Lord Mayor Treloar College in Hampshire, founded in 1907 for the education and care of physically disabled children, was more than just a school. When Ade Goodyear was there in the early 1980s, the teaching and medical staff seemed like an extended family. Dr Anthony Aronstam, director of the college’s haemophilia centre – the condition for which Goodyear was receiving treatments derived from processed blood – would invite Goodyear and his schoolfriends over to Aronstam’s house: the boys would drink lemonade and swim in the pool.

One summer afternoon in 1984, however, Goodyear found Aronstam bent over his desk and trembling. “We’ve f—-d up,” Aronstam said. “I’ve messed up. It’s all gone wrong.” In the face of a gathering global calamity, Aronstam had been assessing Goodyear, without his knowledge, for signs of Aids. Two of Goodyear’s peers had been diagnosed; one had already died. By 1986, Aronstam had 43 young patients who were HIV-positive, and he wrote in a report of “gloomier predictions” suggesting that “up to 100 per cent of the infected haemo­philiac population will eventually succumb to the virus.”

The Poison Line is the first book by journalist Cara McGoogan. It began life as a set of features written for this newspaper in 2019, during the opening week of the Infected Blood Inquiry, but has become the story of a global medical scandal, implicating health services, pharmaceutical companies and whole governments, and unfolding slowly enough, and meeting obstacles enough, that many of its victims died before they ever saw justice, never mind compensation.

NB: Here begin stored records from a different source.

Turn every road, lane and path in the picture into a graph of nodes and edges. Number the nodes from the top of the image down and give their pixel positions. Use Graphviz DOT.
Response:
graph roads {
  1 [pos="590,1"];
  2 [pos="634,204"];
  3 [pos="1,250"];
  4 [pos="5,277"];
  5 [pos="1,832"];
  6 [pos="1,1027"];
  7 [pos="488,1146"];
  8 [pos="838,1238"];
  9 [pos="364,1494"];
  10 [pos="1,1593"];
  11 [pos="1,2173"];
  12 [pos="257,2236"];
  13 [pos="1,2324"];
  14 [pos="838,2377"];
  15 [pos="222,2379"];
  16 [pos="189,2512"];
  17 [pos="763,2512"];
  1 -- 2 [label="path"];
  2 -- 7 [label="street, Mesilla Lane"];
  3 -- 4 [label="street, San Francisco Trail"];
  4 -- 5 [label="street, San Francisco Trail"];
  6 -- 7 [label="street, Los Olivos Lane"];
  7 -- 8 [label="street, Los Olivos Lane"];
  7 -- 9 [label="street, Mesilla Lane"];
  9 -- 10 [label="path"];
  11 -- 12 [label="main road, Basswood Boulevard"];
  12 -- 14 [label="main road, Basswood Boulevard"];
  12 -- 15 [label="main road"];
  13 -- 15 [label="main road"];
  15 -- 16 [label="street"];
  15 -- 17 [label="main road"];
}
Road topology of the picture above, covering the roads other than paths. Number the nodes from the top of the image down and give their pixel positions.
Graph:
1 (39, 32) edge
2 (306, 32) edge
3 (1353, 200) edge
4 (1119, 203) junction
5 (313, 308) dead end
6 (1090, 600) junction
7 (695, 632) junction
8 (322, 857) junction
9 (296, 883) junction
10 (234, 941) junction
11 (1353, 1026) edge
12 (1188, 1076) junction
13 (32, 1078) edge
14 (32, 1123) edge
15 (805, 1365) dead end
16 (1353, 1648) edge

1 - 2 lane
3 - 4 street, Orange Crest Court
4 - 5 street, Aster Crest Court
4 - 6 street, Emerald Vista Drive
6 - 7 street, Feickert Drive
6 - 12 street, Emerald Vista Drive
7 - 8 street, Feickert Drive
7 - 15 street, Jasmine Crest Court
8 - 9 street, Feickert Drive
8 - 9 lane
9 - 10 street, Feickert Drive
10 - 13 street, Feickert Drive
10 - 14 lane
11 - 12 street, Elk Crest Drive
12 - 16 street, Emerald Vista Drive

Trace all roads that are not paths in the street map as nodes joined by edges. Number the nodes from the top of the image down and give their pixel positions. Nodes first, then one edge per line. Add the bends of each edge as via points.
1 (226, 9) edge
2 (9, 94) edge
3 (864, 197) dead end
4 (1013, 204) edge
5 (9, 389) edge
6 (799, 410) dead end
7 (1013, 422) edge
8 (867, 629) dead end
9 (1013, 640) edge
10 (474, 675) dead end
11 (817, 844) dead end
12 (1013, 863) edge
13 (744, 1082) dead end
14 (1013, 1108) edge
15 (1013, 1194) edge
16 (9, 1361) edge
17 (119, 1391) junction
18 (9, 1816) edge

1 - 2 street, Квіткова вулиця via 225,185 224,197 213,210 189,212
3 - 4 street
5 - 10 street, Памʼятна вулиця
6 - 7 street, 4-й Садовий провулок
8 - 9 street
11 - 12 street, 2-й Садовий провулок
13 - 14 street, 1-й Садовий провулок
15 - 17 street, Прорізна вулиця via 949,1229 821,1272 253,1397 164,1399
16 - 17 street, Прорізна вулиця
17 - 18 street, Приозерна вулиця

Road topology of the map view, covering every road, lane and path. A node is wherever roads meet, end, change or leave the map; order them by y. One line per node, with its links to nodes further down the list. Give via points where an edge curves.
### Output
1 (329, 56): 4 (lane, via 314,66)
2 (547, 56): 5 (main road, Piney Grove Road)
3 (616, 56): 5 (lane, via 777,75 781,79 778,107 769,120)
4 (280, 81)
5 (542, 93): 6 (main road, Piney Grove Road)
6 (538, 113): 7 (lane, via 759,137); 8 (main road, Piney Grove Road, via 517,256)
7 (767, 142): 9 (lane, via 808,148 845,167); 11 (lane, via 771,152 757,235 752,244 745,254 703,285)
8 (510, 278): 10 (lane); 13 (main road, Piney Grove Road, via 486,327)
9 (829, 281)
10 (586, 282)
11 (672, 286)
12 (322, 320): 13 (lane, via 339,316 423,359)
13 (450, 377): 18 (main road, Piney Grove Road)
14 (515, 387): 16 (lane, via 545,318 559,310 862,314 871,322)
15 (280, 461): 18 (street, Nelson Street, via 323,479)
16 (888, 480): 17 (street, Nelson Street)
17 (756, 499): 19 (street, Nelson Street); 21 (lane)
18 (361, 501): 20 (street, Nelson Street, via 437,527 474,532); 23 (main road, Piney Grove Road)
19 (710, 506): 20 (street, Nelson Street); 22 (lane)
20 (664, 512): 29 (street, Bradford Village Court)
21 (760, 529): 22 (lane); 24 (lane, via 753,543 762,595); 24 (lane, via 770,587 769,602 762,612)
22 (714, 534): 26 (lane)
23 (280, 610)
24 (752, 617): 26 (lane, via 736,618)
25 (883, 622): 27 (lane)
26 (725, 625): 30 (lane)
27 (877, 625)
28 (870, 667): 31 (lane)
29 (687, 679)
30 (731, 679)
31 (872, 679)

It is told, for the most part, through the recollections of the victims, their families, their doctors and their legal and political representatives. That so many individual stories in The Poison Line burn into the reader’s skull is testament to the strength of the source material. Lord Mayor Treloar College is just the most familiar domestic emblem of a crisis that played out across America, Britain, mainland Europe and south-east Asia. 

It began when a new, much quicker, more convenient and more comfortable way was found of administering blood-clotting factors to haemophiliacs. Factor VIII, a freeze-dried powder derived from blood, was infected with hepatitis B, but since this infection was common among haemophiliacs anyway, and went away in time, the issue was ignored. Consequently, other agents infecting Factor VIII went undetected, including HIV and hepatitis C. Institution after institution then doubled down on their original error.